Volunteers in the Channel Islands mark the 200th anniversary of RNLI

  • ITV Channel reporter Katya Fowler ventures to sea with RNLI volunteers...

RNLI volunteers in the Channel Islands have been marking the organisation's 200th anniversary on Monday 4 March 2024.

Over the past two centuries, the charity has launched over 5,000 lifeboats across both bailiwicks.

Some members of St Helier's RNLI crew have been representing the Channel Islands at a service in Westminster Abbey.

On why he joined, volunteer Gibby said: "I used to watch the St Catherine's inshore lifeboat come in and out all the time.

"There's no better feeling than that person who comes up to you and says: 'Do you know what? Really thanks for that'."

He added: "We don't do it for any glory or self-gratification - it's just that thing of knowing you've helped someone."

While coastal communities using rescue boats dates back to the 1700s, it was Yorkshire-born Sir Hillary who created a national service in 1824.

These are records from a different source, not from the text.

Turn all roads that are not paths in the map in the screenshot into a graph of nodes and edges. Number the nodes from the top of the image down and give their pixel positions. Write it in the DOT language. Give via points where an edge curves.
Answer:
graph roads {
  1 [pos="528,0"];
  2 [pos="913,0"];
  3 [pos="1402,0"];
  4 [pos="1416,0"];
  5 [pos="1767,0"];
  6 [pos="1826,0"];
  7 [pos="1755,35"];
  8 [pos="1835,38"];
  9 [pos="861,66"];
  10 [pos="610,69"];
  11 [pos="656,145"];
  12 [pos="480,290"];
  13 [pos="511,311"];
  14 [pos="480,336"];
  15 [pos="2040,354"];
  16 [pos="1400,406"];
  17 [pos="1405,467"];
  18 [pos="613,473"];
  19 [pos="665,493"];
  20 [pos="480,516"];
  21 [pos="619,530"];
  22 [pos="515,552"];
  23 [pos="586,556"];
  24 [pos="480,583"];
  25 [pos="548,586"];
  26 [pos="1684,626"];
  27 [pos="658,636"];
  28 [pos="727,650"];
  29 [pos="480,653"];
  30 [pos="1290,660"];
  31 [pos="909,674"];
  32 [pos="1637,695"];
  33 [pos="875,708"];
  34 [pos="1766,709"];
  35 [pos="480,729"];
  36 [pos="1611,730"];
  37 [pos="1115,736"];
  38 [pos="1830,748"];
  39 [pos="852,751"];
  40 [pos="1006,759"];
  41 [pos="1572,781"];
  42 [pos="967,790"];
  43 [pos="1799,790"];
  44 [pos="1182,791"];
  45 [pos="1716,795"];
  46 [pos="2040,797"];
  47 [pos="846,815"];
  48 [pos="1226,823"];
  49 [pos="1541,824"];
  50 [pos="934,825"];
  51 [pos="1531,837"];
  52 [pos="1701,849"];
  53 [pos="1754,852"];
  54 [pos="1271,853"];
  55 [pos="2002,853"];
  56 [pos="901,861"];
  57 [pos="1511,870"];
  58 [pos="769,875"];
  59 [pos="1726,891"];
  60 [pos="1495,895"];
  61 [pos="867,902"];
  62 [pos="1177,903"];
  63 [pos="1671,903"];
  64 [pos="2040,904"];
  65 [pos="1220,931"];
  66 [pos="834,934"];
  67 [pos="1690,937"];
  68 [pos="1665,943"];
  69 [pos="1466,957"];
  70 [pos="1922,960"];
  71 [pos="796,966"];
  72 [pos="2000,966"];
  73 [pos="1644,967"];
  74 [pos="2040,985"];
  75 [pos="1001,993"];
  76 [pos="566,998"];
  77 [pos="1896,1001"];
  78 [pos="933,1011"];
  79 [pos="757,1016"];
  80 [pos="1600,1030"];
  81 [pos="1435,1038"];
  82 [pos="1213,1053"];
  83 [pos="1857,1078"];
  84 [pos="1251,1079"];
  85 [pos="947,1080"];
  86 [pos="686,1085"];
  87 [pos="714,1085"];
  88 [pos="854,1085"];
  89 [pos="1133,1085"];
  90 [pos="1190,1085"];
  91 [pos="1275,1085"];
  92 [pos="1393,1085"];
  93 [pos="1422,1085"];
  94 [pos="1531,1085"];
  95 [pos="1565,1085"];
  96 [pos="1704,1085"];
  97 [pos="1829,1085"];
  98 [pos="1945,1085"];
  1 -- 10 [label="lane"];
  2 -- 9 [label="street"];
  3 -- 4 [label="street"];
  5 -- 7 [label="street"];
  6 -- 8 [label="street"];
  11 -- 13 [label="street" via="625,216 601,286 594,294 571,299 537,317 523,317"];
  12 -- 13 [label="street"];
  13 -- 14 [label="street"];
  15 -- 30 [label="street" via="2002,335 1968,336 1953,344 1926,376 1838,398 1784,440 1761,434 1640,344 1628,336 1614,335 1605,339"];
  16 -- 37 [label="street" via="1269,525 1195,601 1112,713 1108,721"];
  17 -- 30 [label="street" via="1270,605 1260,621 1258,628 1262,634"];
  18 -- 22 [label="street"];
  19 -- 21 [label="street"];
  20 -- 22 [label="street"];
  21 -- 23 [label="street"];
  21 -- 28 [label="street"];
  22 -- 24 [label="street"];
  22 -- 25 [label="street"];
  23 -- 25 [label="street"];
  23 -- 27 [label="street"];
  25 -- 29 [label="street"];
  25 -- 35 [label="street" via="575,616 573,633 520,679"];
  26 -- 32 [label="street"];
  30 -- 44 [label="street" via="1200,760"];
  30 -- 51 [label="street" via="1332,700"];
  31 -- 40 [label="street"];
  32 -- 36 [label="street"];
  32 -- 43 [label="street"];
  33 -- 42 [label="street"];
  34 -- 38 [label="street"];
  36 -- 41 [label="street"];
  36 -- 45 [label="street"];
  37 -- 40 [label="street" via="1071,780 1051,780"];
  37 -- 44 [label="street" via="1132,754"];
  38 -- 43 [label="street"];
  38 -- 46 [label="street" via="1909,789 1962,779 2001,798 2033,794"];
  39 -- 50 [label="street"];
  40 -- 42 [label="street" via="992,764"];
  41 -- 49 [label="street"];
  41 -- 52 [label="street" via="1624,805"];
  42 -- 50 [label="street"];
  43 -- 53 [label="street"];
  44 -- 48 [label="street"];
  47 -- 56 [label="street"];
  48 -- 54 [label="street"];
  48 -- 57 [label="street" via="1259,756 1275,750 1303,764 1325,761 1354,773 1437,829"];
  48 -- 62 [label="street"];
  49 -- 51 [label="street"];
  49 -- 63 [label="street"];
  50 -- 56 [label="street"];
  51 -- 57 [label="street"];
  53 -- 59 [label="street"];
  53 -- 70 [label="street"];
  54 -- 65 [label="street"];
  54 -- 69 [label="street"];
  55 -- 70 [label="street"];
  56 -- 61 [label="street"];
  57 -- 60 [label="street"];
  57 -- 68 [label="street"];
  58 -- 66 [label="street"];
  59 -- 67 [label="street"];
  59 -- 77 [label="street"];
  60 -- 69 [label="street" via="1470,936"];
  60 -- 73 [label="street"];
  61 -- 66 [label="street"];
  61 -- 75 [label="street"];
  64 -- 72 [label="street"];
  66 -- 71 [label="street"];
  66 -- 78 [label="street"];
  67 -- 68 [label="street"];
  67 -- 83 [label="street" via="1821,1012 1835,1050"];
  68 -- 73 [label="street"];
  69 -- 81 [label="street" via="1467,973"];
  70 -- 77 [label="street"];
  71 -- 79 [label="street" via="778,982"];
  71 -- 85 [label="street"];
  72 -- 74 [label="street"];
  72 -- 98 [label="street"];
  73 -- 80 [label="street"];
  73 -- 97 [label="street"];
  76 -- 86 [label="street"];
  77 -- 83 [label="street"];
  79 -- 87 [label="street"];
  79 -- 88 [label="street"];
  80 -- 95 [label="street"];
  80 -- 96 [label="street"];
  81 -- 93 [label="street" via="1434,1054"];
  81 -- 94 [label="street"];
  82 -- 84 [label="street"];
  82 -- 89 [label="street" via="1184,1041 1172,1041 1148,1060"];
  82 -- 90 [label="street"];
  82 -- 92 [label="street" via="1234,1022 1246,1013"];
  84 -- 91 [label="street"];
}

Since its inception, the lifeboat service has saved more than 1,500 lives across the Channel Islands across its four lifeboat stations.

One man who was saved by the RNLI was pilot Duncan, who had to perform an emergency landing in the sea during a training flight.

Duncan said: "The first sight of seeing them... the emotion was relief, because we knew that someone was coming to get us and take us back to safety.

"Without them we'd probably still be bobbing around in our dingy trying to get back to Jersey so of course we're absolutely grateful as much as we ever can be."

Want a quick and expert briefing on the biggest news stories? Listen to our podcast to find out What You Need To Know...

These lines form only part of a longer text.